Are Chinese Cars Coming Back to Singapore?

Ben Chia
7 Mar 2019
 

Resistance is futile, so best embrace the revolution...

COE prices are currently hovering around the mid $20,000 to $30,000 range. The last time this happened, during the mid 2000s, we saw a huge demand for cars at the lower end of the budget range. Economical favourites like the Mitsubishi Lancer and Hyundai Avante, and compact runabouts like the Perodua Kelisa and Kia Picanto found many homes as buyers took advantage of the affordable prices.

Another consequence of the lower car prices was the emergence of Chinese car brands in Singapore, as brands like Chery and Geely offered motoring on the cheap for those looking for a car with no frills and no fuss. 

But as COE premiums rose again towards the end of the decade, the viability of Chinese cars began to evaporate, as buyers saw little value in forking out close to a hundred thousand dollars for cars that were barely competitive in the market as compared to the fast improving Koreans. 

It’s now been well over a decade since those days, and much has changed. With COE prices now back to relatively affordable levels (for now anyway), will we be seeing Chinese cars back on our roads soon? We take a look at the arguments for and against the return of the Chinese.

No, keep the Chinese off the roads 

Like it or not, Singapore is a brand-conscious society, and image is everything. When the Chinese brands were last here, they garnered a reputation for being cheap. Driving a Chery QQ simply told others that you had no money to buy anything better. It was a sign of desperation, that you were willing to throw away all semblance of dignity just to have a set of wheels. 

It didn’t help that the products offered back then were indeed rather nasty. They were poorly built, unreliable, and equipped with few creature comforts. It certainly didn’t do their reputation any favours, and exacerbated that feeling of making you feel like you have to suffer for having the misfortune of being poor.

It is pretty telling that Chinese cars have all but disappeared from our roads, over a decade since they first emerged.
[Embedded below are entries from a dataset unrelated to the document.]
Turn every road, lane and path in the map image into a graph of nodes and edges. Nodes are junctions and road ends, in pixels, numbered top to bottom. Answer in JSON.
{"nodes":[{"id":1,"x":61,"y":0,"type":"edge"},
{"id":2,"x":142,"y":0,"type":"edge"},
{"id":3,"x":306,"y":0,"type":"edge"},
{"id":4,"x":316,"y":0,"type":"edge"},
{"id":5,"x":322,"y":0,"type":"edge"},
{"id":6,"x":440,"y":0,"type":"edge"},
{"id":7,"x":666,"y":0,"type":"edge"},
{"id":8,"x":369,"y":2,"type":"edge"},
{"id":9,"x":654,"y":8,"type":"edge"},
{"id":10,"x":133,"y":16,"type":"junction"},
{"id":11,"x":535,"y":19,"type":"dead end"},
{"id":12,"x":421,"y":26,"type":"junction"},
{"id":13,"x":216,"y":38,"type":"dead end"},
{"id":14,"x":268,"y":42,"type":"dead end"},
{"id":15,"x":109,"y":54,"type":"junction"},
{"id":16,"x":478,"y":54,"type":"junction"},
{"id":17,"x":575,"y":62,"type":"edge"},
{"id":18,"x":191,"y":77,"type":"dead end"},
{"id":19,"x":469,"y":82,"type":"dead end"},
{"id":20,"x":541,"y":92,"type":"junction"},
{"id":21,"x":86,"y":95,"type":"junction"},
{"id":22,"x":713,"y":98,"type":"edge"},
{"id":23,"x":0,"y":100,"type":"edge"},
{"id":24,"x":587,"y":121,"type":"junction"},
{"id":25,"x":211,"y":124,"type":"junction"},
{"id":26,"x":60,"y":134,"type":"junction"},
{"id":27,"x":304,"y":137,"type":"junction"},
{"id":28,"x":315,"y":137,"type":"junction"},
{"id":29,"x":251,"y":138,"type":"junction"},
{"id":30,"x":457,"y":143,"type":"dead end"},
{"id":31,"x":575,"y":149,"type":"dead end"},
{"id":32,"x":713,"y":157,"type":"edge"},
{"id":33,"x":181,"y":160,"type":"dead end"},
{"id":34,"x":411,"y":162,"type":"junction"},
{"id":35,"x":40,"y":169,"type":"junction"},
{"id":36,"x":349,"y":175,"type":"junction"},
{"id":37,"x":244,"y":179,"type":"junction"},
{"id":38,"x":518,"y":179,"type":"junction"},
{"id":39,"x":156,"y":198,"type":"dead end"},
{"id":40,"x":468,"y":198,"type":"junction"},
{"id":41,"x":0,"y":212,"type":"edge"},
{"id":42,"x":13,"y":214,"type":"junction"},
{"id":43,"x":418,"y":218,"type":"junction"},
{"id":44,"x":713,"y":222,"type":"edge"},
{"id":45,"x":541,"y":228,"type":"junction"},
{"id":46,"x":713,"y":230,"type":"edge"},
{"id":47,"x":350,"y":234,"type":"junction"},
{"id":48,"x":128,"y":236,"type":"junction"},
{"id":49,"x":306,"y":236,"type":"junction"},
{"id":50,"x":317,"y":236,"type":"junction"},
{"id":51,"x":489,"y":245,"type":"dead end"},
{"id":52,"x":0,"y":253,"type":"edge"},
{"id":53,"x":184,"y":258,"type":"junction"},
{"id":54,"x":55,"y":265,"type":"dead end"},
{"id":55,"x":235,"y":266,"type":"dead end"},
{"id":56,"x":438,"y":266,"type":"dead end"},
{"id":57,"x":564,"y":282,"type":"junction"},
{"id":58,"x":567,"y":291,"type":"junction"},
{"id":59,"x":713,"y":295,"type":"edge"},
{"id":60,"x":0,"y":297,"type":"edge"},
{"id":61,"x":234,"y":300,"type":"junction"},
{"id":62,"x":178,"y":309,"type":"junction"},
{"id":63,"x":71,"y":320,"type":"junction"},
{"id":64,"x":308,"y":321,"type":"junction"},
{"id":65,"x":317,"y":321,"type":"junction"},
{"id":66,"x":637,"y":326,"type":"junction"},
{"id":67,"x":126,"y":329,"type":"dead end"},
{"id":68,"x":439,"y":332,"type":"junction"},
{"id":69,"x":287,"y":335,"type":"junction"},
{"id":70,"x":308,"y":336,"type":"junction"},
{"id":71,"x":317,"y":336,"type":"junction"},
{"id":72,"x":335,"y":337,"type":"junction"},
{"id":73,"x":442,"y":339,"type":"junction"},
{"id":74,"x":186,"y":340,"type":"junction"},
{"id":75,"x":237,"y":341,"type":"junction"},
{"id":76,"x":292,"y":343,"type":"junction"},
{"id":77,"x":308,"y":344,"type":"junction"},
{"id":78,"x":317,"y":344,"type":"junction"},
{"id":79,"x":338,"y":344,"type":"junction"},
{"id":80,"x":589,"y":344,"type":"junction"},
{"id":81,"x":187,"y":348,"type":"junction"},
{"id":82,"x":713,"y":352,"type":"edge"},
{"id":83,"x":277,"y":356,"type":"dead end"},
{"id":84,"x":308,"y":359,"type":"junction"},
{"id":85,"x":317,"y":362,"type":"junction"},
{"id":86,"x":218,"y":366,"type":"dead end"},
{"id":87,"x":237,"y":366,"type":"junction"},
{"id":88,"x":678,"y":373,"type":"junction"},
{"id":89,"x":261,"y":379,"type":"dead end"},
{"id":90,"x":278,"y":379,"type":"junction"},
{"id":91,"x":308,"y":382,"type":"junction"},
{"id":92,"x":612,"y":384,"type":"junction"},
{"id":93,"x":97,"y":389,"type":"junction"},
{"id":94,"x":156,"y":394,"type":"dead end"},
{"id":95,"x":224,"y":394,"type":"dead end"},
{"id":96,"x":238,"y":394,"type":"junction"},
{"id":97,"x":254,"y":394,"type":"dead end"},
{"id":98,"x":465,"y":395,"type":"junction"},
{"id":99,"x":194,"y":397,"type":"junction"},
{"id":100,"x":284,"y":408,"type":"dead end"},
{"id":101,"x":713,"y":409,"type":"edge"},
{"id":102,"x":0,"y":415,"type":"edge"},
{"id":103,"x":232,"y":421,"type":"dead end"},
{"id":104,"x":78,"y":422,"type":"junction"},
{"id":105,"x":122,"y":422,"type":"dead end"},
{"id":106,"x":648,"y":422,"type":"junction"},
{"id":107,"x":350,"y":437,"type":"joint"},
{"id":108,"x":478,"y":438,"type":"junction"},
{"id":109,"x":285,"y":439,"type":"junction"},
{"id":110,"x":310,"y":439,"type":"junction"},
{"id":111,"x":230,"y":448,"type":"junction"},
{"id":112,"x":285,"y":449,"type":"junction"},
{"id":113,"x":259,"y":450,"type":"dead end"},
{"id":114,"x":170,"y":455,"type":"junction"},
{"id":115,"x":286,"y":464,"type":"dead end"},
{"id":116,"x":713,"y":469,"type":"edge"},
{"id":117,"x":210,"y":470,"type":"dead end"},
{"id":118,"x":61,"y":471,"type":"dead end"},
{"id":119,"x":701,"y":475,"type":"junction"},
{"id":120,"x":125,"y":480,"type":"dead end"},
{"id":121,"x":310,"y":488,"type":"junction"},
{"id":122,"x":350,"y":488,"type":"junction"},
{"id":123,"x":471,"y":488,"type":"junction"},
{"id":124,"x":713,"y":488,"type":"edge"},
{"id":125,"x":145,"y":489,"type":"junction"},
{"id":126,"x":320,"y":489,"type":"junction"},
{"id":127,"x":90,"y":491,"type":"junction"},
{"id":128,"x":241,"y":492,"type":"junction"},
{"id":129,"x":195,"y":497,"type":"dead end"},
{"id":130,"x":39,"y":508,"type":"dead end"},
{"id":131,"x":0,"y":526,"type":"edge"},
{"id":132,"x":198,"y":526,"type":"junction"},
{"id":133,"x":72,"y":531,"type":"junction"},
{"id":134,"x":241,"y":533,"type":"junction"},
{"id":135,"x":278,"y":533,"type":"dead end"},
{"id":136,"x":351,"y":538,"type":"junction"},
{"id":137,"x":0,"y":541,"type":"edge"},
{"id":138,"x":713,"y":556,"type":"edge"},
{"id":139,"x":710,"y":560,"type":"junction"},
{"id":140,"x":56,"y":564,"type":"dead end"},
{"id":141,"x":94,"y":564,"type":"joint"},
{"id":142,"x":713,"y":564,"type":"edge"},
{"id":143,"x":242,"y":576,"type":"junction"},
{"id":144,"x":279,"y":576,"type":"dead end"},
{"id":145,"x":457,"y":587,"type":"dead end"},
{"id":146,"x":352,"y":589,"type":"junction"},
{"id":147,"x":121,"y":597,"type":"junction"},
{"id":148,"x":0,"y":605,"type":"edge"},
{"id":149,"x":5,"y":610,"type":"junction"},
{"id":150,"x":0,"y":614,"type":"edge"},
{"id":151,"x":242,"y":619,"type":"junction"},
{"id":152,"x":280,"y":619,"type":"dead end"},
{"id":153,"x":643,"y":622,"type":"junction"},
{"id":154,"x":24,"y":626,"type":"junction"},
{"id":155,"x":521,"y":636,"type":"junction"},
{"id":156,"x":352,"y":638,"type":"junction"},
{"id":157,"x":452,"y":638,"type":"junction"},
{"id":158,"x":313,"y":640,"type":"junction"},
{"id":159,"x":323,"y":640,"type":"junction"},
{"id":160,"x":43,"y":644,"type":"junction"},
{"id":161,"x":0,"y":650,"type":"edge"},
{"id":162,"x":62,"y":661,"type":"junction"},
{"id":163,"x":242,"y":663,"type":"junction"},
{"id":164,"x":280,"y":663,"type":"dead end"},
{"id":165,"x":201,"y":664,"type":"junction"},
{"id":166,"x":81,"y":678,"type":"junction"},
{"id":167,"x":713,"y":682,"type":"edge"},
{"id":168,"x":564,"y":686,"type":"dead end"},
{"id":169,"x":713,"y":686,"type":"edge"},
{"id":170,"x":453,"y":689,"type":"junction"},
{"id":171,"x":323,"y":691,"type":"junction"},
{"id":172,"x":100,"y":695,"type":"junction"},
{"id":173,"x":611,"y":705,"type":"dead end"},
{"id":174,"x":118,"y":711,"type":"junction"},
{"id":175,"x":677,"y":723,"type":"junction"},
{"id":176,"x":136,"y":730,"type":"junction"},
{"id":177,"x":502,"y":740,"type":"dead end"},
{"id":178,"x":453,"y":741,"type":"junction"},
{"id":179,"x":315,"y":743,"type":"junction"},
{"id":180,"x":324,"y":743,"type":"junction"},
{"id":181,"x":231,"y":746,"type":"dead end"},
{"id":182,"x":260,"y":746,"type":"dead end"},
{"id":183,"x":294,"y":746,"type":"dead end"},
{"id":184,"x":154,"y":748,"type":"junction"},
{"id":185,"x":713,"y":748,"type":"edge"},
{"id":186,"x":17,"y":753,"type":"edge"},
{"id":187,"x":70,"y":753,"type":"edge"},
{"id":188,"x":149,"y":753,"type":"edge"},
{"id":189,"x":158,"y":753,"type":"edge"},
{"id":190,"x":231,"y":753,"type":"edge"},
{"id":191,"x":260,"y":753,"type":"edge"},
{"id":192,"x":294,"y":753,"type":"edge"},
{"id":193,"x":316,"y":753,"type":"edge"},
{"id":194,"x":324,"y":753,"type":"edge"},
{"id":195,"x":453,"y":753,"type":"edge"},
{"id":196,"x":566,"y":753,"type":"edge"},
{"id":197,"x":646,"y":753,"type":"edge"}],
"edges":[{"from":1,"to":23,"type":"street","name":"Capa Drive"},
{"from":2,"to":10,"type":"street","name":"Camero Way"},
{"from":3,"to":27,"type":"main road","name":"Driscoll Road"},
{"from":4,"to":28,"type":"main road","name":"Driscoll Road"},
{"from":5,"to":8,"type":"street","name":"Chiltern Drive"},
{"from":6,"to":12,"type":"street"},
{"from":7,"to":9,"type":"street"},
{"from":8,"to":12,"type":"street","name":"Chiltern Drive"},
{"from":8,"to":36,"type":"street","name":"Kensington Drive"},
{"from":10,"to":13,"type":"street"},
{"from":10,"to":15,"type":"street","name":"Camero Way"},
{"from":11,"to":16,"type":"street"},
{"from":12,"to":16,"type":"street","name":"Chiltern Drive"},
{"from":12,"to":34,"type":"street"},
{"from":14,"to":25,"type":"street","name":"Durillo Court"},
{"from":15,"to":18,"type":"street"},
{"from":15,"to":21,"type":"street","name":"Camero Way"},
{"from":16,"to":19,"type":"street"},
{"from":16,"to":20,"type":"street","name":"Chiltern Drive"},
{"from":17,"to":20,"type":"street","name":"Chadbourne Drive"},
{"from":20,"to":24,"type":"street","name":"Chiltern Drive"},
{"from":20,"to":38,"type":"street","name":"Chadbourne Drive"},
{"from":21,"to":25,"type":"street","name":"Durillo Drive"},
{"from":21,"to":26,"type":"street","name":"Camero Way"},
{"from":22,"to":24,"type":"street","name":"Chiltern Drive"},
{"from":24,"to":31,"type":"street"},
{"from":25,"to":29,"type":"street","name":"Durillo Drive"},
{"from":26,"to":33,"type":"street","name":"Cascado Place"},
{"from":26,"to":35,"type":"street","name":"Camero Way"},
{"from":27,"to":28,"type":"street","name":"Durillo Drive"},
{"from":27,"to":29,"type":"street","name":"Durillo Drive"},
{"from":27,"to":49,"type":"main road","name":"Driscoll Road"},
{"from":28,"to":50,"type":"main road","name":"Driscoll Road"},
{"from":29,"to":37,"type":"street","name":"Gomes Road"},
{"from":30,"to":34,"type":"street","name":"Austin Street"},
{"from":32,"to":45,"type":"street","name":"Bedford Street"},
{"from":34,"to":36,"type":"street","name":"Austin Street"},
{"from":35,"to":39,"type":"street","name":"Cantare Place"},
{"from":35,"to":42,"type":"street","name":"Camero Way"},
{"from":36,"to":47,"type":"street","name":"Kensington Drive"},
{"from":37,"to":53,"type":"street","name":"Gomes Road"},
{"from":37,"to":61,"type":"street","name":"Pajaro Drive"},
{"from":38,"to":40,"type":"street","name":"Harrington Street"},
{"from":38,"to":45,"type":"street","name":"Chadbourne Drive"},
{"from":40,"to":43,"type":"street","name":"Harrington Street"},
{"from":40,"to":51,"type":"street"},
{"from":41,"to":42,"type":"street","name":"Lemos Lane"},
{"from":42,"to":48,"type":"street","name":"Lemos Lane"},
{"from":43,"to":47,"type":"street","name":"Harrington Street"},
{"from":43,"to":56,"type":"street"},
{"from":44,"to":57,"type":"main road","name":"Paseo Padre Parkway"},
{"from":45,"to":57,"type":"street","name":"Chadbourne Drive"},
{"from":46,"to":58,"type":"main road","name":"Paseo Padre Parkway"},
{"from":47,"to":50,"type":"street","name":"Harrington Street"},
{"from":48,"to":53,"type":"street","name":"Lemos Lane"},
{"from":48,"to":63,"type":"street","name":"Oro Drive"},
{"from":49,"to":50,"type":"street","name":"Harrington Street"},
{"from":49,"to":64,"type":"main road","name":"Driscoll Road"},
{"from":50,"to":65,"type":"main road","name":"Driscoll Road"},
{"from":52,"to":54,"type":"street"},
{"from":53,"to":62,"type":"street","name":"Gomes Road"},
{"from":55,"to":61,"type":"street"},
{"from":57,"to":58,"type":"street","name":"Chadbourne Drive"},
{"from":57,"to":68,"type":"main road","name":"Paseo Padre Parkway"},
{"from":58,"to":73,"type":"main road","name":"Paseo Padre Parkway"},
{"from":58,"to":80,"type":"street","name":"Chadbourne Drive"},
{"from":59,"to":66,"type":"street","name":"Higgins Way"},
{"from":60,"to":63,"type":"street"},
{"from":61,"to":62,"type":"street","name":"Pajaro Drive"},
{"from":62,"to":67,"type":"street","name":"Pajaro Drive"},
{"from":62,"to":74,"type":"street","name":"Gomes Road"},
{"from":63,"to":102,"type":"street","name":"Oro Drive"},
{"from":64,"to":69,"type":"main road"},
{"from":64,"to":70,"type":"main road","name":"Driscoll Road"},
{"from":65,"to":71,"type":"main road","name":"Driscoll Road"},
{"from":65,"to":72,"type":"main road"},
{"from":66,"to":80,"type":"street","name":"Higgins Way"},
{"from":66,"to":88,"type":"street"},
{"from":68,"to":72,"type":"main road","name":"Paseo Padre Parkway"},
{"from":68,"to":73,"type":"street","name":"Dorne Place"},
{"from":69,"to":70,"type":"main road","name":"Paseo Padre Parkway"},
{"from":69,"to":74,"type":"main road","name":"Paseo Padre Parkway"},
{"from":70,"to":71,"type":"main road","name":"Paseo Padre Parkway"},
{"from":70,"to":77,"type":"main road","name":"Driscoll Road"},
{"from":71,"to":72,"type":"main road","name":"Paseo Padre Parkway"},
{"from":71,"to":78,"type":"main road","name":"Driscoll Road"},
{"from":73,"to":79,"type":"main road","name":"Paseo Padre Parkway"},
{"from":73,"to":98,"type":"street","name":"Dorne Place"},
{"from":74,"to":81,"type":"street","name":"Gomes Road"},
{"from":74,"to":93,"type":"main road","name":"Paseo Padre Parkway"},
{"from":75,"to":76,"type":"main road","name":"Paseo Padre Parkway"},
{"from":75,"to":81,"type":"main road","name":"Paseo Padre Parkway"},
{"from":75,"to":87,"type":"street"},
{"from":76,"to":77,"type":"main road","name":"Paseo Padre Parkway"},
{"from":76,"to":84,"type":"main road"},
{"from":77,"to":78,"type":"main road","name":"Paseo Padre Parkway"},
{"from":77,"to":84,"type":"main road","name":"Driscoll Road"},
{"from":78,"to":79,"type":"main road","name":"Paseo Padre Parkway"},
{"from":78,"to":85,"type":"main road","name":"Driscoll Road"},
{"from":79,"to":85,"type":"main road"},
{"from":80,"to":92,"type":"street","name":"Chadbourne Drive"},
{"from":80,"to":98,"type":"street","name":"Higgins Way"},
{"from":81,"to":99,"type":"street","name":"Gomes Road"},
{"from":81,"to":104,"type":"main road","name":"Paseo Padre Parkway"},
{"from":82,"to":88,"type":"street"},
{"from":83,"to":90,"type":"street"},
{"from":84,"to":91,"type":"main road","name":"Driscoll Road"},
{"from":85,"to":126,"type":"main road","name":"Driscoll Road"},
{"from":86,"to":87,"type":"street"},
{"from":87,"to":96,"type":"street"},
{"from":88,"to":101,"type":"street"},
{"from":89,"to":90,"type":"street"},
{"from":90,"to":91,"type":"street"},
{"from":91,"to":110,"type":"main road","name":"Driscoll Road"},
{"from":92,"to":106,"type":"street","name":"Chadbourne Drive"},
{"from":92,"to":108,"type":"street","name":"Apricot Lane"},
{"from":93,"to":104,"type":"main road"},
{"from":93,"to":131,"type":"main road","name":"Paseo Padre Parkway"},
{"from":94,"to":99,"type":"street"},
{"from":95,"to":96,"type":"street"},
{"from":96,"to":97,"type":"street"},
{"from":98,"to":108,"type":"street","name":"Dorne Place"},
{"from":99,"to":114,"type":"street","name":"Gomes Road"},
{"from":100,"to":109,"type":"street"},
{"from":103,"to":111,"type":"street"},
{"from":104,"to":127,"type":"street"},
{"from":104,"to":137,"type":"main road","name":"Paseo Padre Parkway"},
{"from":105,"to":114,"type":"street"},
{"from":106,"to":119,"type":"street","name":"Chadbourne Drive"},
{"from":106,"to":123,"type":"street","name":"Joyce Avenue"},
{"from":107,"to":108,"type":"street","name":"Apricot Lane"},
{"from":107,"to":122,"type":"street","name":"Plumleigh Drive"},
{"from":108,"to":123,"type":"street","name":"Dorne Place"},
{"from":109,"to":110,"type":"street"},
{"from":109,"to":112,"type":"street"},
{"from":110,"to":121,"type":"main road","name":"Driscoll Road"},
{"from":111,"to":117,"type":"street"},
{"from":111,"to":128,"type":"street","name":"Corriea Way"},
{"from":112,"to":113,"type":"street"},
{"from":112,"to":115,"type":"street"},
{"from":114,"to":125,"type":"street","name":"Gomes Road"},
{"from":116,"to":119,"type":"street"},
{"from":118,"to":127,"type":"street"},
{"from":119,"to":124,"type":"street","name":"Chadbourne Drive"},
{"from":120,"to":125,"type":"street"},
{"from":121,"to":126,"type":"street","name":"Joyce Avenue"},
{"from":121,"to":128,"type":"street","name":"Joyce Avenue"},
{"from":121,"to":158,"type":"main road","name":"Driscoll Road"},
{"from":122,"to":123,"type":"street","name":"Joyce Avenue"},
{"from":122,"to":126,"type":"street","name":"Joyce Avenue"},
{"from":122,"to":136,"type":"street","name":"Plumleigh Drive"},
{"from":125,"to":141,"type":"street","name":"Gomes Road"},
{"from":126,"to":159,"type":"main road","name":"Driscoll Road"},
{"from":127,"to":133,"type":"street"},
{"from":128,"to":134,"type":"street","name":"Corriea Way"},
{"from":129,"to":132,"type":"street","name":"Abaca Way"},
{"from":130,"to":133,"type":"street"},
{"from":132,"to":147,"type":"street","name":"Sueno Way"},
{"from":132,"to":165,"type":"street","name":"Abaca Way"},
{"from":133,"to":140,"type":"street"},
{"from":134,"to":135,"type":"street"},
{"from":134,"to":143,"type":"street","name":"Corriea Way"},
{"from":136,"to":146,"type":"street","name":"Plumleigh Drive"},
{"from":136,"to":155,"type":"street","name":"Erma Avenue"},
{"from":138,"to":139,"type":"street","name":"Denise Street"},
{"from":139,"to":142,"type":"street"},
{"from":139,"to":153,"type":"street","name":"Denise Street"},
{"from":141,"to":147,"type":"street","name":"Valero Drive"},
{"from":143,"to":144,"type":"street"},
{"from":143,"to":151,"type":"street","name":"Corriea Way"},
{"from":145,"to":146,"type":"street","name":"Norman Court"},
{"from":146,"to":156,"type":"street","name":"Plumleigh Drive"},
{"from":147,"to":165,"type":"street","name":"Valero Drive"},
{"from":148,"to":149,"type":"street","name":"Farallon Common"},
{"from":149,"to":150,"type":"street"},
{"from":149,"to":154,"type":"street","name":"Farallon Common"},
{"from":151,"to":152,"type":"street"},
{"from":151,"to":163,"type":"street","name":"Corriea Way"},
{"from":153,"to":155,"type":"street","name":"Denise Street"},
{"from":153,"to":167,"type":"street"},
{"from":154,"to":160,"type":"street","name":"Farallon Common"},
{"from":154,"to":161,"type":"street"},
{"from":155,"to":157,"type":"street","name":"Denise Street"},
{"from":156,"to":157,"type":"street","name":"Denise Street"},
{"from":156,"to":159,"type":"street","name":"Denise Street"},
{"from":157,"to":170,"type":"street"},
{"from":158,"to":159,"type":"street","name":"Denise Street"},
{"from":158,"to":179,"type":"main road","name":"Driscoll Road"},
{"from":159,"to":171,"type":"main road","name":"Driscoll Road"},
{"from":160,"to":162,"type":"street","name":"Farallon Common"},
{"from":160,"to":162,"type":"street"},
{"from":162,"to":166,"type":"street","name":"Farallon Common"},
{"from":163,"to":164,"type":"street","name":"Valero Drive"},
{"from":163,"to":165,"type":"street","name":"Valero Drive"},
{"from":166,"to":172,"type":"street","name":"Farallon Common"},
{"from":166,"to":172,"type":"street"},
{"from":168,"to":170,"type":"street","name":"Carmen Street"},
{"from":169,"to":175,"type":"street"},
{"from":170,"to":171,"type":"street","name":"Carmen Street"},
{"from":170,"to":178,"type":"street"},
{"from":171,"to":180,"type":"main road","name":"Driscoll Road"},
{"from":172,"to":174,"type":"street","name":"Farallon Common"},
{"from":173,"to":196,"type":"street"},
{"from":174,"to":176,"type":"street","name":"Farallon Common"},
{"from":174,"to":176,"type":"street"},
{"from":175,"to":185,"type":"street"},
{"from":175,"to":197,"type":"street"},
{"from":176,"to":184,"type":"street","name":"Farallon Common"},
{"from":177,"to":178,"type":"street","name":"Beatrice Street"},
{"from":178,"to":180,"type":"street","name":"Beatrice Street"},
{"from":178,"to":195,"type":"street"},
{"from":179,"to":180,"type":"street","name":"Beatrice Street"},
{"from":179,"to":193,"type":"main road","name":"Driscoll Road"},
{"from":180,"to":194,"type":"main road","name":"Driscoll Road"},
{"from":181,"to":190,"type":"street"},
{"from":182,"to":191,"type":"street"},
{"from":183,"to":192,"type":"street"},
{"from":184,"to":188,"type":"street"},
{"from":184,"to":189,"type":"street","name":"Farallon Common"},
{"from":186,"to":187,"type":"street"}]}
Very few would see the value of extending the lifespan of a car that offers nothing more than four wheels and a wheezy engine, so many of them ended up disposable once their COE expired, or even well before. 

Unfortunately, the stigma of Chinese cars remains even after all these years, but is it one that they deserve?

Yes, let’s welcome the Chinese back here

You don’t need to be a rocket scientist to know that the China of a decade ago is a vastly different monster from the China of today. Such is their remarkable rate of progress, one could almost think that they are a completely different country.

Fifteen years ago, there was no Alibaba (owners of Taobao and Alipay, among other tech innovations), there was no Tencent (WeChat, Weibo), there was no Baidu, there was no Huawei or Xiaomi. These days, they are mentioned in the same breath as Western contemporaries like Apple, Google and Amazon. Such has been the rise of the Chinese powers, it won’t be long before they are an everyday part of our lives. For some of us, they already are.

It’s very much the same with the Chinese car industry of today too. The Cherys and Geelys of today are a far cry of the products offered when these companies first started out. Having spent years doing their research and development, and learning from their counterparts in Europe, Japan and Korea, Chinese cars have improved in tremendous leaps and bounds. If you ever get the chance to visit China these days, drop by a showroom and prepare to be shocked. 

In some ways, they have even surpassed the standards of Western markets. China is leading a huge push towards eco-mobility, and encouraging the development of green cars. The result is that there are now over 500 manufacturers of electric vehicles in China alone, capable of building 20 million EVs annually. Not all of them will survive long term of course, but those that last the course will end up with products that will vastly improve the breed, for the betterment of our industry and overall EV development.

Along the way, these companies have been given carte blanche to come up with innovations to help them stand out in a ridiculously competitive marketplace. Geely-owned Lynk & Co, for one, offers a unique subscription model, where one can sign up for a monthly plan to drive off with one of their cars, in much the same way you would sign up for a mobile phone line, something that is designed to appeal to the millennial generation of today. Meanwhile, the Xiaopeng G3 is an electric compact SUV that comes with remote control parking, something that only premium manufacturers like BMW and Audi are only beginning to introduce.

The Chinese automotive tentacles have even reached out to other parts of the automotive world. The most obvious example has to be Geely, which has bolstered its global reputation by taking ownership of Volvo, and have significant stakes in Proton and Lotus. Many Chinese carmakers have partnerships and joint ventures with foreign manufacturers (a requirement for carmakers if they want to produce cars in China), so it’s inevitable that there will be some degree of technology and knowledge transfer in the process.

Chinese cars offer a much greater value proposition than before, and while there are currently no distributors who plan to bring in any Chinese brands again, don’t be surprised to see them on our roads in the near future. In fact, we already have seen the emergence of the Chinese back here, with Volvo announcing that the S90 will now be imported from China. Resistance is futile, so best embrace the revolution.